Lapouge доходит до заключения, что цивилизация народов почти в точности пропорциональна количеству белокурых долихоцефалов, входящих в состав их правящих классов. Так, галльские и франкские элементы создали величие Франции[126 - Topinard. Anthropologie.], этим же элементам обязаны своим процветанием Англия и Соединенные Штаты, а долихоцефальные саксы, потомки скандинавских завоевателей – блондинов высокого роста – составляют силу современной Германии.
В общем в эволюции человечества черноволосые брахицефалы и продукты их скрещивания играли роль простых солдат при главном штабе, состоящем из белокурых долихоцефалов. Только в виде исключения некоторые суббрахицефалические расы давали в Европе нечто стойкое и определенное.
«Кто может отказать, – говорит Морзели[127 - Letteratura. 1888; Lezzioni d’Anthropol. 1889.], – англичанам, северным германцам, франкам, бельгийцам, голландцам и североамериканцам в первом месте среди народов мира?»

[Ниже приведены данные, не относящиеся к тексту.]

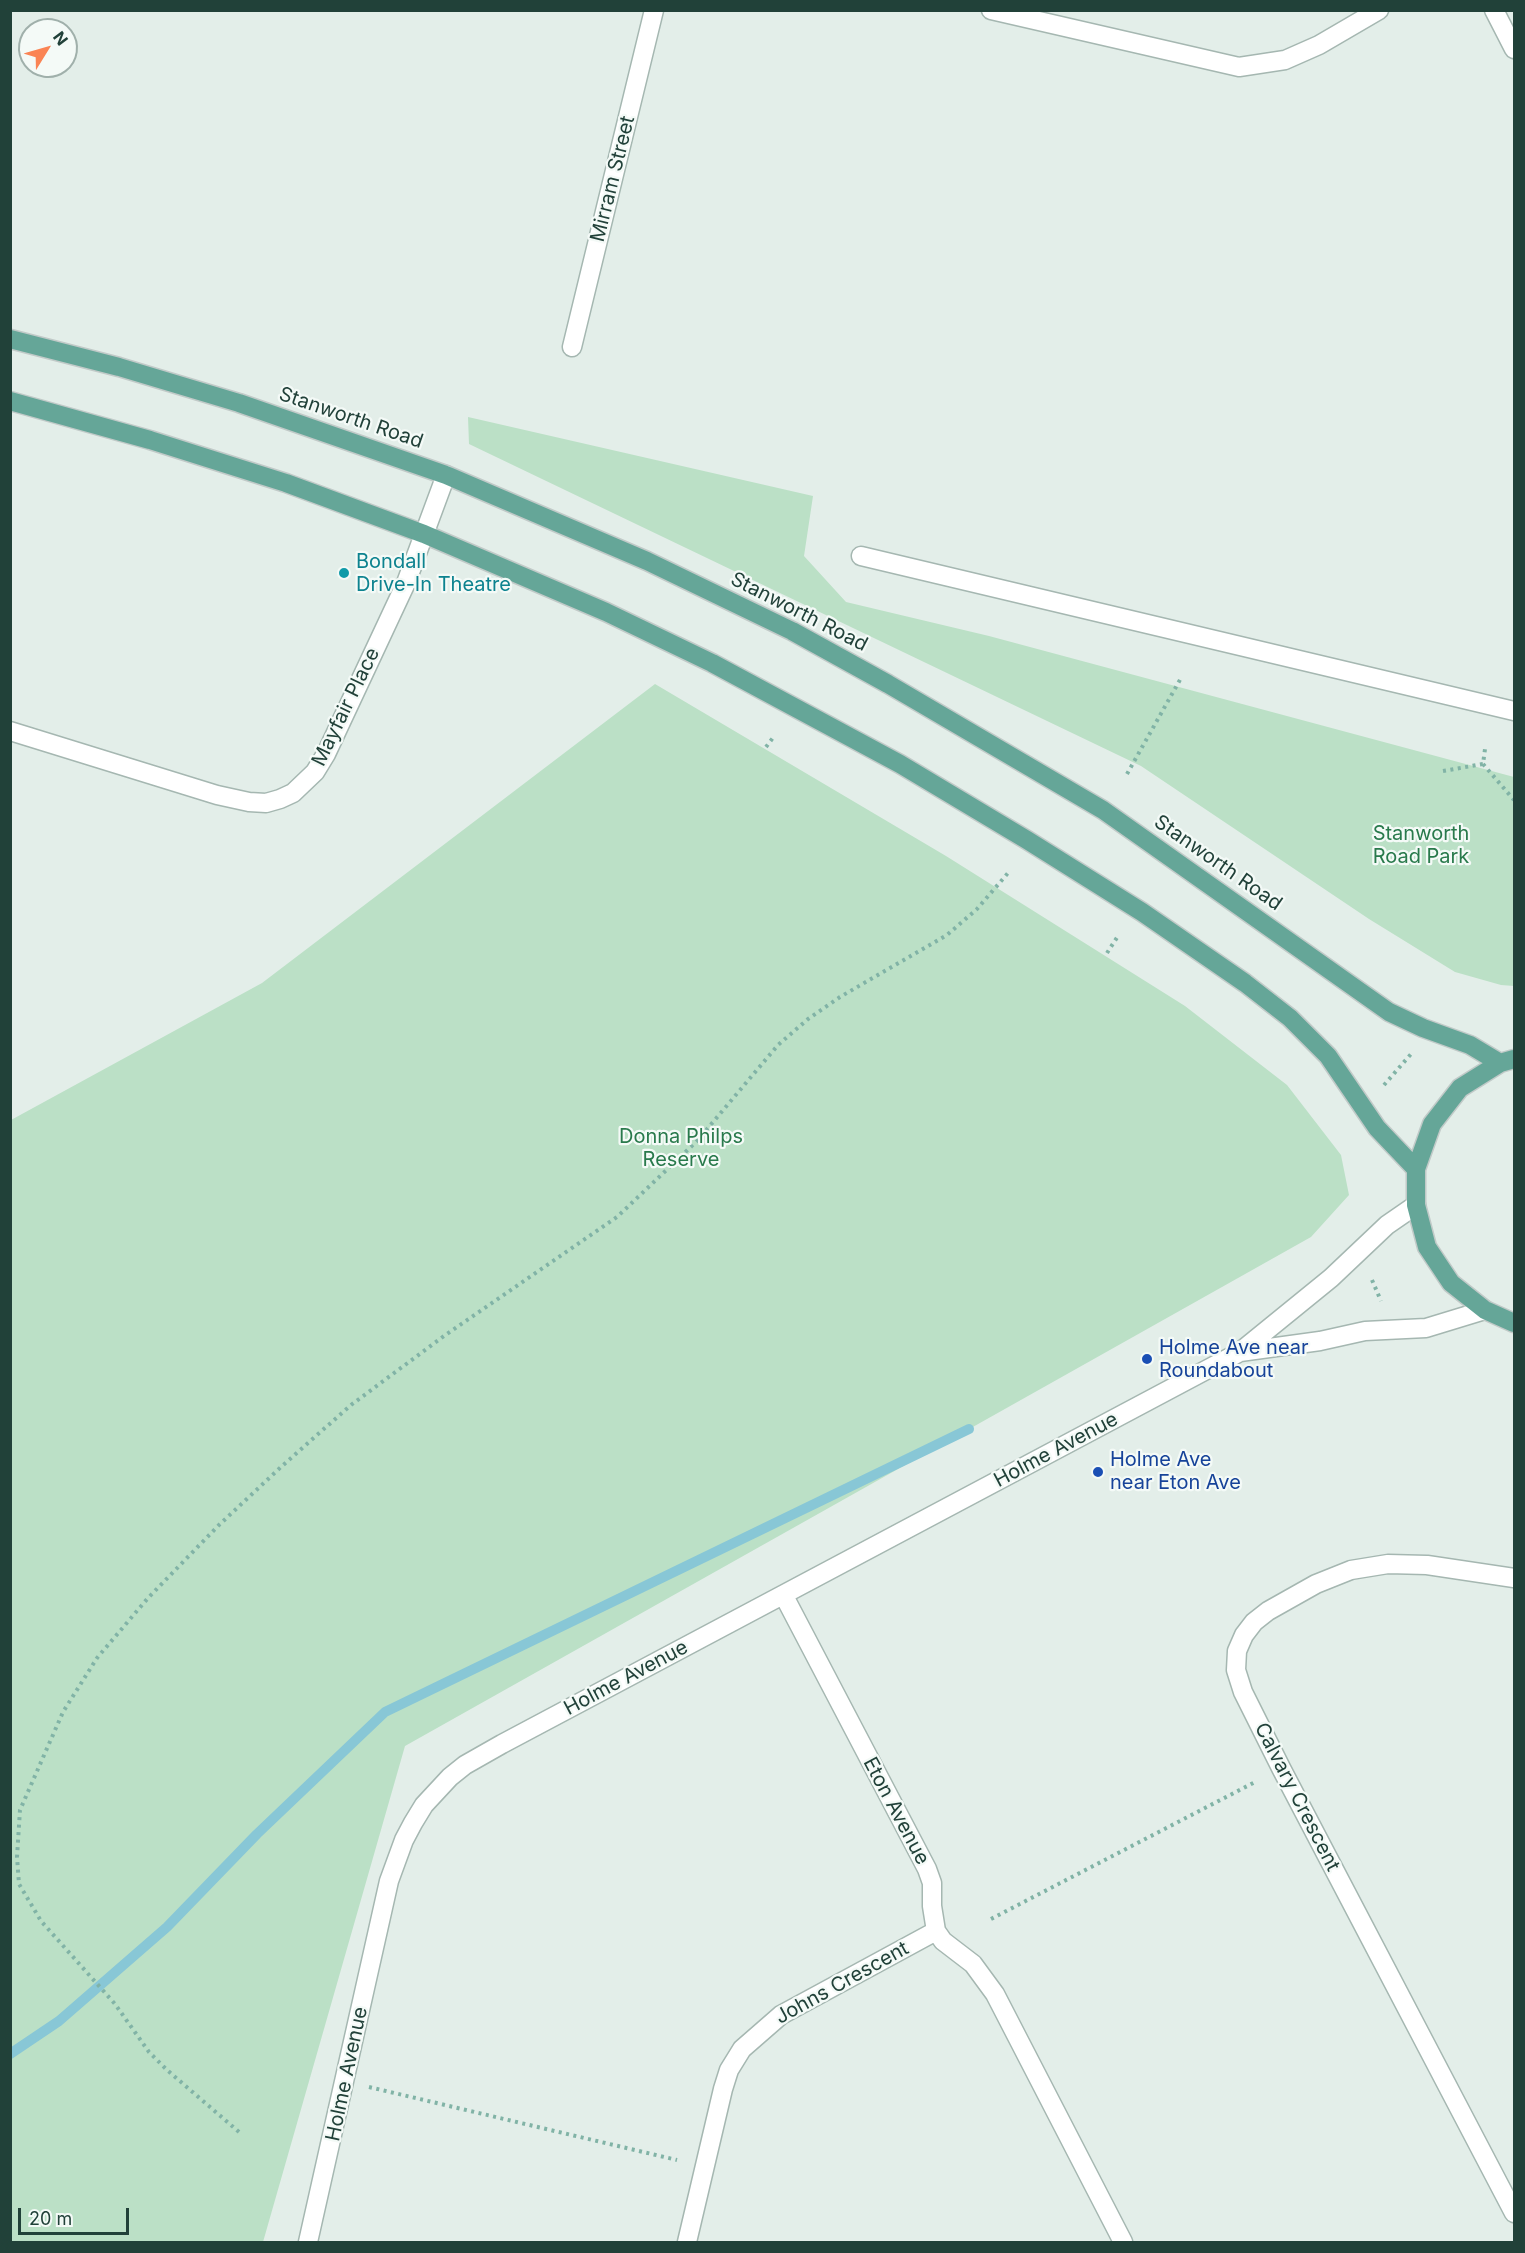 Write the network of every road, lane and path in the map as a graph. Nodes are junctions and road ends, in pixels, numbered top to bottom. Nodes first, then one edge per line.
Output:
1 (654, 10) edge
2 (991, 10) edge
3 (1379, 10) edge
4 (1494, 10) edge
5 (1515, 49) edge
6 (10, 339) edge
7 (572, 347) dead end
8 (10, 401) edge
9 (446, 475) junction
10 (424, 534) junction
11 (861, 556) dead end
12 (1181, 678) dead end
13 (1515, 711) edge
14 (10, 731) edge
15 (775, 735) dead end
16 (766, 747) dead end
17 (1485, 749) dead end
18 (1483, 764) junction
19 (1443, 771) dead end
20 (1127, 774) dead end
21 (1515, 800) edge
22 (1008, 873) dead end
23 (1118, 936) dead end
24 (1107, 953) dead end
25 (1413, 1052) dead end
26 (1507, 1061) edge
27 (1384, 1085) dead end
28 (1416, 1169) junction
29 (1416, 1204) junction
30 (1368, 1273) dead end
31 (1381, 1301) dead end
32 (1485, 1310) junction
33 (1515, 1323) edge
34 (1240, 1352) junction
35 (1515, 1578) edge
36 (784, 1596) junction
37 (1281, 1768) junction
38 (17, 1857) junction
39 (10, 1860) edge
40 (991, 1919) dead end
41 (936, 1931) junction
42 (345, 2082) junction
43 (239, 2132) dead end
44 (705, 2166) junction
45 (1515, 2213) edge
46 (308, 2242) edge
47 (687, 2242) edge
48 (1123, 2242) edge

1 - 7 street, Mirram Street
2 - 3 street
4 - 5 street
6 - 9 main road, Stanworth Road
8 - 10 main road
9 - 10 street, Mayfair Place
9 - 26 main road, Stanworth Road
10 - 14 street, Mayfair Place
10 - 28 main road
11 - 13 street
12 - 20 path
15 - 16 path
17 - 18 path
18 - 19 path
18 - 21 path
22 - 38 path
23 - 24 path
25 - 27 path
26 - 28 main road
28 - 29 main road
29 - 32 main road
29 - 34 street, Holme Avenue
30 - 31 path
32 - 33 main road
32 - 34 street, Holme Avenue
34 - 36 street, Holme Avenue
35 - 37 street, Calvary Crescent
36 - 41 street, Eton Avenue
36 - 42 street, Holme Avenue
37 - 40 path
37 - 45 street, Calvary Crescent
38 - 39 path
38 - 43 path
41 - 44 street, Johns Crescent
41 - 48 street
42 - 44 path
42 - 46 street, Holme Avenue
44 - 47 street, Johns Crescent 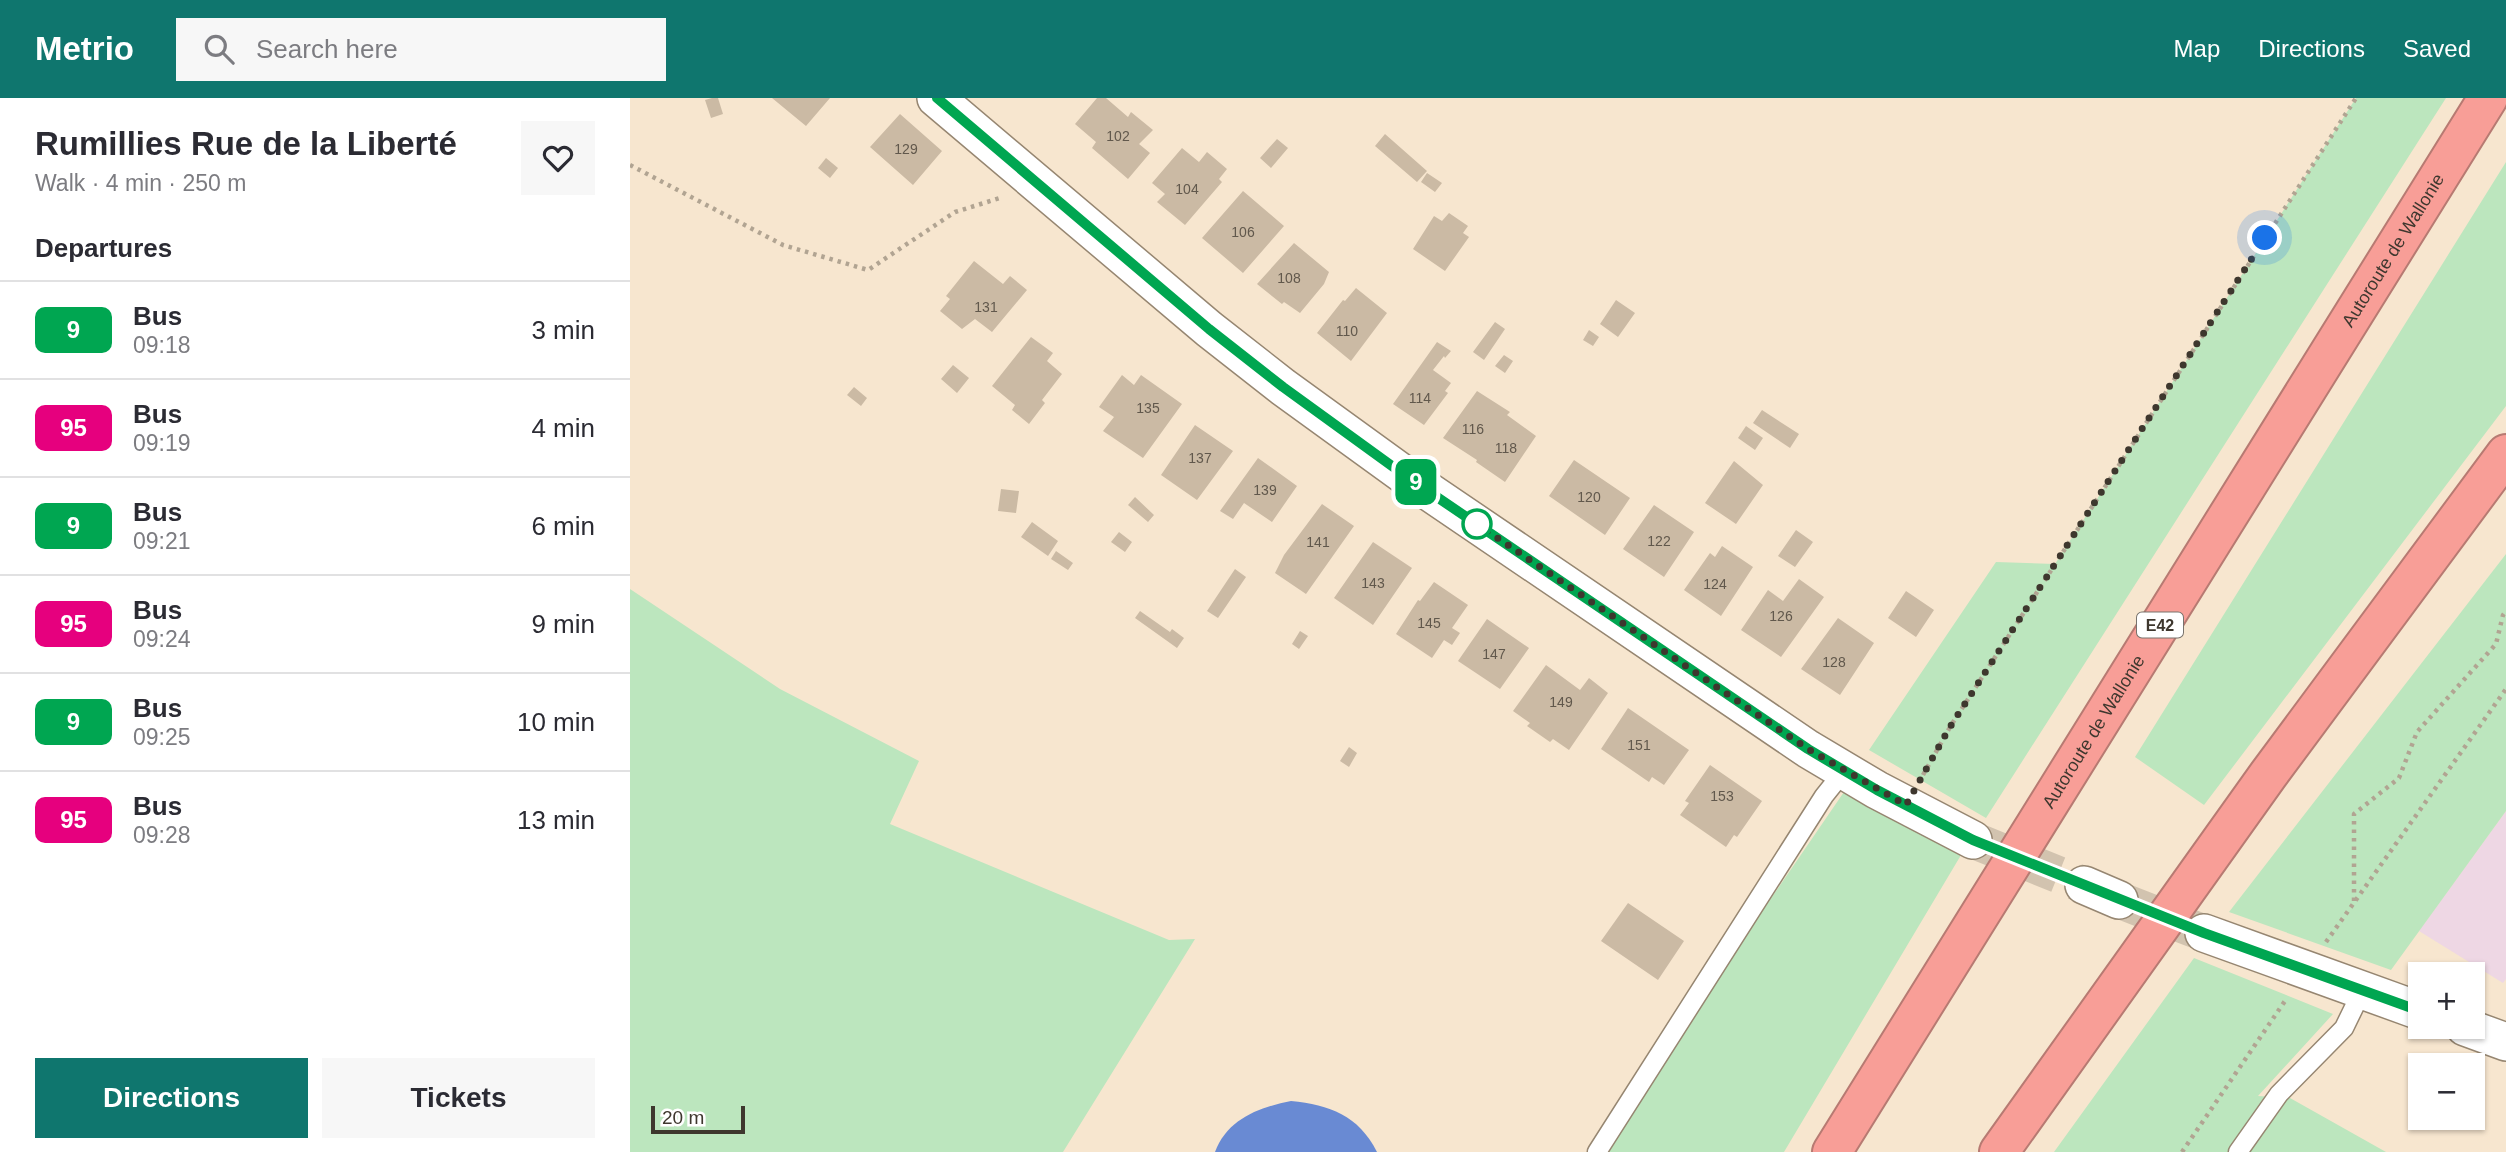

Но этого мало. Возьмем антропологическую статистику Франции, Германии, Англии, Италии, Швейцарии, Бельгии – одним словом всех европейских государств, стоящих во главе прогрессивного движения. Во всех в них наибольшую способность в культуре проявляют области, населенные по преимуществу блондинами. В этих областях мы находим наивысшее развитие народного просвещения, торговли и промышленности, путей сообщения и наименьшее количество убийств, одним словом – высшую степень нравственного и умственного прогресса. Для того, чтобы в этом убедиться, достаточно взглянуть на этнологическую карту Франции, составленную Брока, а также на карту Швейцарии – Кольмана, Германии – Вирхова, Великобритании – Beddoe и проч. Во Франции, например, наиболее прогрессивными являются департаменты северные; в Швейцарии – немецкие кантоны; в Германии – области, населенные саксонцами и фризами; в Великобритании те графства, в которых англосаксы преобладают над кельтами.